---------- Data listing ----------

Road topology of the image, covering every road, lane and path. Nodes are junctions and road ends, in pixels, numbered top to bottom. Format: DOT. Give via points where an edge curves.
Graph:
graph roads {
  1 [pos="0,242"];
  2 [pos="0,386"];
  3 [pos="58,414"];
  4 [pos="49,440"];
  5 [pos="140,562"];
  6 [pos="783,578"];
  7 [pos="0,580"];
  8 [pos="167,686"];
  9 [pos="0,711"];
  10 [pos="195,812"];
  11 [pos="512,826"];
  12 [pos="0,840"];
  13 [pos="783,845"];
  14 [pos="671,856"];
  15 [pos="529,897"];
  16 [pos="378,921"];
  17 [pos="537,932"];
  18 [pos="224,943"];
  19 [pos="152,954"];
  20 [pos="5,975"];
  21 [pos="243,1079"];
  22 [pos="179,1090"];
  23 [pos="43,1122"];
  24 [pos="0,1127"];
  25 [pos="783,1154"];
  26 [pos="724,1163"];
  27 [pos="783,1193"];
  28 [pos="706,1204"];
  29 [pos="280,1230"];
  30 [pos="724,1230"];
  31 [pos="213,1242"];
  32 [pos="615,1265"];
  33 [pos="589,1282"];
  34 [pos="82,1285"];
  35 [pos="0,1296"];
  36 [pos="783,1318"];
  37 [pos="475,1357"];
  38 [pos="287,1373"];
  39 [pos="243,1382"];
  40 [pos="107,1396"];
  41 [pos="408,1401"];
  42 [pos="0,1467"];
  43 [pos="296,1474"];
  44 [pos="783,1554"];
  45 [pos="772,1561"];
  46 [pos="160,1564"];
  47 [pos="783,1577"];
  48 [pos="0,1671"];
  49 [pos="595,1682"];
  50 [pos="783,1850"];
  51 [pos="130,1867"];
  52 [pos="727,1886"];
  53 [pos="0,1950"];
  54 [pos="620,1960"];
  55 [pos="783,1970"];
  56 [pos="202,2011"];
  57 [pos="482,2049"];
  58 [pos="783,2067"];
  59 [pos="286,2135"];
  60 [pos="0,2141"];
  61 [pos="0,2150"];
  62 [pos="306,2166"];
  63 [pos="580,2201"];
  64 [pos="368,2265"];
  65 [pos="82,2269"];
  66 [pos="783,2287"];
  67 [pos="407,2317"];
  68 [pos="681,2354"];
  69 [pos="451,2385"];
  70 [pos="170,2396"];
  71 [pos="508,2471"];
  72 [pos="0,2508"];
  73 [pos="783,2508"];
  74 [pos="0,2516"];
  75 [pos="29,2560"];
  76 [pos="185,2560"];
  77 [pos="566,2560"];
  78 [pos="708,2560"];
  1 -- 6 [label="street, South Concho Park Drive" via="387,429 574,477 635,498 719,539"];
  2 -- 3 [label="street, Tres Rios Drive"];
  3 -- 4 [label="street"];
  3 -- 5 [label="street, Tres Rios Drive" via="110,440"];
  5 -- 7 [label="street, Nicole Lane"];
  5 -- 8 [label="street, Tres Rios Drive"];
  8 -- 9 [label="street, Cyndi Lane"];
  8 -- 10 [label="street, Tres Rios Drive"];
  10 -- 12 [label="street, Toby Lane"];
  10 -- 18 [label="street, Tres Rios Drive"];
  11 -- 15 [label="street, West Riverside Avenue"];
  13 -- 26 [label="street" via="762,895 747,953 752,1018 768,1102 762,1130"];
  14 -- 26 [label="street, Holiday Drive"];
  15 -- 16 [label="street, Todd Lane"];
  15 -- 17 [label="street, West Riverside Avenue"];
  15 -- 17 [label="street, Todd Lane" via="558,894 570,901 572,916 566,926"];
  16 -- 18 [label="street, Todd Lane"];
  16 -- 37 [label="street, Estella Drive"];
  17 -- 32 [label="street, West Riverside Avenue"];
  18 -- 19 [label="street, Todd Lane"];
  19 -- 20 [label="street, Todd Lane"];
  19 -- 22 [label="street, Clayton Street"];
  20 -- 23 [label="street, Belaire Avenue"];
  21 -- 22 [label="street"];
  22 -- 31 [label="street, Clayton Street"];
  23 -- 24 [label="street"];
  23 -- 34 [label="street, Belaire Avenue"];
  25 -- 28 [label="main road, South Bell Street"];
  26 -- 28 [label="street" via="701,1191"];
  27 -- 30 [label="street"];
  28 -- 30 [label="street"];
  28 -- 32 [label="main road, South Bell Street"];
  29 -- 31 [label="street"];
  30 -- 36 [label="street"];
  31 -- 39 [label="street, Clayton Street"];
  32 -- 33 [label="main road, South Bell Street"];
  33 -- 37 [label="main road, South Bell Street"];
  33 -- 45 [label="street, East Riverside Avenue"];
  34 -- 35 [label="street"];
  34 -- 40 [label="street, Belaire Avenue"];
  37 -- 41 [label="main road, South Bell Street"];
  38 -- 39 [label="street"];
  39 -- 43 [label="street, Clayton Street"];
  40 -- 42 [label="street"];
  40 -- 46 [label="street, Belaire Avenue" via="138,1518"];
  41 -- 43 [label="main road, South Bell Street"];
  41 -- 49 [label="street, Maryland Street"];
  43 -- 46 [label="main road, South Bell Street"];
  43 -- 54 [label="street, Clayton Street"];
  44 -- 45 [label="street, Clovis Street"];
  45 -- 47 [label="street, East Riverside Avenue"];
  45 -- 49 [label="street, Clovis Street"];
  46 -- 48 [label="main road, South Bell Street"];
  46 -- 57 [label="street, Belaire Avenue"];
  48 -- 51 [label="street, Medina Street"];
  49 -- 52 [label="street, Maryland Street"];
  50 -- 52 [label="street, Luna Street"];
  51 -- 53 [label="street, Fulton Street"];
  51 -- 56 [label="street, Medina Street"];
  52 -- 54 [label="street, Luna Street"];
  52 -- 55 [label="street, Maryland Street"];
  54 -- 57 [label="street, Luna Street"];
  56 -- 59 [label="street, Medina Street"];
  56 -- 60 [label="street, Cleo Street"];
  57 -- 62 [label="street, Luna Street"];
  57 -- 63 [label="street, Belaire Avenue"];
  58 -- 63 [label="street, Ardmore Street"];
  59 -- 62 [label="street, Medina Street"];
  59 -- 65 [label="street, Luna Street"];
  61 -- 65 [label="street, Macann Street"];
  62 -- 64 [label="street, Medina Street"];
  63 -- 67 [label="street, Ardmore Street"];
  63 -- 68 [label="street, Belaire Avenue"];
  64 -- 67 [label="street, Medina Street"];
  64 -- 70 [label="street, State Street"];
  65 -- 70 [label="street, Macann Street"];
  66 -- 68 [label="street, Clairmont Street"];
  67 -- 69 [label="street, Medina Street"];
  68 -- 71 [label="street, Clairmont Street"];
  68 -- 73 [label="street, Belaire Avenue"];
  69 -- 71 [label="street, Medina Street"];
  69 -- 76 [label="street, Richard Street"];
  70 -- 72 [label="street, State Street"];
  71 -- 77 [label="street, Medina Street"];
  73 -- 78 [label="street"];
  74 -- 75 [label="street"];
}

----------

__Directions__
In full and without alteration, copy the entries.

__Response__
Road topology of the image, covering every road, lane and path. Nodes are junctions and road ends, in pixels, numbered top to bottom. Format: DOT. Give via points where an edge curves.
Graph:
graph roads {
  1 [pos="0,242"];
  2 [pos="0,386"];
  3 [pos="58,414"];
  4 [pos="49,440"];
  5 [pos="140,562"];
  6 [pos="783,578"];
  7 [pos="0,580"];
  8 [pos="167,686"];
  9 [pos="0,711"];
  10 [pos="195,812"];
  11 [pos="512,826"];
  12 [pos="0,840"];
  13 [pos="783,845"];
  14 [pos="671,856"];
  15 [pos="529,897"];
  16 [pos="378,921"];
  17 [pos="537,932"];
  18 [pos="224,943"];
  19 [pos="152,954"];
  20 [pos="5,975"];
  21 [pos="243,1079"];
  22 [pos="179,1090"];
  23 [pos="43,1122"];
  24 [pos="0,1127"];
  25 [pos="783,1154"];
  26 [pos="724,1163"];
  27 [pos="783,1193"];
  28 [pos="706,1204"];
  29 [pos="280,1230"];
  30 [pos="724,1230"];
  31 [pos="213,1242"];
  32 [pos="615,1265"];
  33 [pos="589,1282"];
  34 [pos="82,1285"];
  35 [pos="0,1296"];
  36 [pos="783,1318"];
  37 [pos="475,1357"];
  38 [pos="287,1373"];
  39 [pos="243,1382"];
  40 [pos="107,1396"];
  41 [pos="408,1401"];
  42 [pos="0,1467"];
  43 [pos="296,1474"];
  44 [pos="783,1554"];
  45 [pos="772,1561"];
  46 [pos="160,1564"];
  47 [pos="783,1577"];
  48 [pos="0,1671"];
  49 [pos="595,1682"];
  50 [pos="783,1850"];
  51 [pos="130,1867"];
  52 [pos="727,1886"];
  53 [pos="0,1950"];
  54 [pos="620,1960"];
  55 [pos="783,1970"];
  56 [pos="202,2011"];
  57 [pos="482,2049"];
  58 [pos="783,2067"];
  59 [pos="286,2135"];
  60 [pos="0,2141"];
  61 [pos="0,2150"];
  62 [pos="306,2166"];
  63 [pos="580,2201"];
  64 [pos="368,2265"];
  65 [pos="82,2269"];
  66 [pos="783,2287"];
  67 [pos="407,2317"];
  68 [pos="681,2354"];
  69 [pos="451,2385"];
  70 [pos="170,2396"];
  71 [pos="508,2471"];
  72 [pos="0,2508"];
  73 [pos="783,2508"];
  74 [pos="0,2516"];
  75 [pos="29,2560"];
  76 [pos="185,2560"];
  77 [pos="566,2560"];
  78 [pos="708,2560"];
  1 -- 6 [label="street, South Concho Park Drive" via="387,429 574,477 635,498 719,539"];
  2 -- 3 [label="street, Tres Rios Drive"];
  3 -- 4 [label="street"];
  3 -- 5 [label="street, Tres Rios Drive" via="110,440"];
  5 -- 7 [label="street, Nicole Lane"];
  5 -- 8 [label="street, Tres Rios Drive"];
  8 -- 9 [label="street, Cyndi Lane"];
  8 -- 10 [label="street, Tres Rios Drive"];
  10 -- 12 [label="street, Toby Lane"];
  10 -- 18 [label="street, Tres Rios Drive"];
  11 -- 15 [label="street, West Riverside Avenue"];
  13 -- 26 [label="street" via="762,895 747,953 752,1018 768,1102 762,1130"];
  14 -- 26 [label="street, Holiday Drive"];
  15 -- 16 [label="street, Todd Lane"];
  15 -- 17 [label="street, West Riverside Avenue"];
  15 -- 17 [label="street, Todd Lane" via="558,894 570,901 572,916 566,926"];
  16 -- 18 [label="street, Todd Lane"];
  16 -- 37 [label="street, Estella Drive"];
  17 -- 32 [label="street, West Riverside Avenue"];
  18 -- 19 [label="street, Todd Lane"];
  19 -- 20 [label="street, Todd Lane"];
  19 -- 22 [label="street, Clayton Street"];
  20 -- 23 [label="street, Belaire Avenue"];
  21 -- 22 [label="street"];
  22 -- 31 [label="street, Clayton Street"];
  23 -- 24 [label="street"];
  23 -- 34 [label="street, Belaire Avenue"];
  25 -- 28 [label="main road, South Bell Street"];
  26 -- 28 [label="street" via="701,1191"];
  27 -- 30 [label="street"];
  28 -- 30 [label="street"];
  28 -- 32 [label="main road, South Bell Street"];
  29 -- 31 [label="street"];
  30 -- 36 [label="street"];
  31 -- 39 [label="street, Clayton Street"];
  32 -- 33 [label="main road, South Bell Street"];
  33 -- 37 [label="main road, South Bell Street"];
  33 -- 45 [label="street, East Riverside Avenue"];
  34 -- 35 [label="street"];
  34 -- 40 [label="street, Belaire Avenue"];
  37 -- 41 [label="main road, South Bell Street"];
  38 -- 39 [label="street"];
  39 -- 43 [label="street, Clayton Street"];
  40 -- 42 [label="street"];
  40 -- 46 [label="street, Belaire Avenue" via="138,1518"];
  41 -- 43 [label="main road, South Bell Street"];
  41 -- 49 [label="street, Maryland Street"];
  43 -- 46 [label="main road, South Bell Street"];
  43 -- 54 [label="street, Clayton Street"];
  44 -- 45 [label="street, Clovis Street"];
  45 -- 47 [label="street, East Riverside Avenue"];
  45 -- 49 [label="street, Clovis Street"];
  46 -- 48 [label="main road, South Bell Street"];
  46 -- 57 [label="street, Belaire Avenue"];
  48 -- 51 [label="street, Medina Street"];
  49 -- 52 [label="street, Maryland Street"];
  50 -- 52 [label="street, Luna Street"];
  51 -- 53 [label="street, Fulton Street"];
  51 -- 56 [label="street, Medina Street"];
  52 -- 54 [label="street, Luna Street"];
  52 -- 55 [label="street, Maryland Street"];
  54 -- 57 [label="street, Luna Street"];
  56 -- 59 [label="street, Medina Street"];
  56 -- 60 [label="street, Cleo Street"];
  57 -- 62 [label="street, Luna Street"];
  57 -- 63 [label="street, Belaire Avenue"];
  58 -- 63 [label="street, Ardmore Street"];
  59 -- 62 [label="street, Medina Street"];
  59 -- 65 [label="street, Luna Street"];
  61 -- 65 [label="street, Macann Street"];
  62 -- 64 [label="street, Medina Street"];
  63 -- 67 [label="street, Ardmore Street"];
  63 -- 68 [label="street, Belaire Avenue"];
  64 -- 67 [label="street, Medina Street"];
  64 -- 70 [label="street, State Street"];
  65 -- 70 [label="street, Macann Street"];
  66 -- 68 [label="street, Clairmont Street"];
  67 -- 69 [label="street, Medina Street"];
  68 -- 71 [label="street, Clairmont Street"];
  68 -- 73 [label="street, Belaire Avenue"];
  69 -- 71 [label="street, Medina Street"];
  69 -- 76 [label="street, Richard Street"];
  70 -- 72 [label="street, State Street"];
  71 -- 77 [label="street, Medina Street"];
  73 -- 78 [label="street"];
  74 -- 75 [label="street"];
}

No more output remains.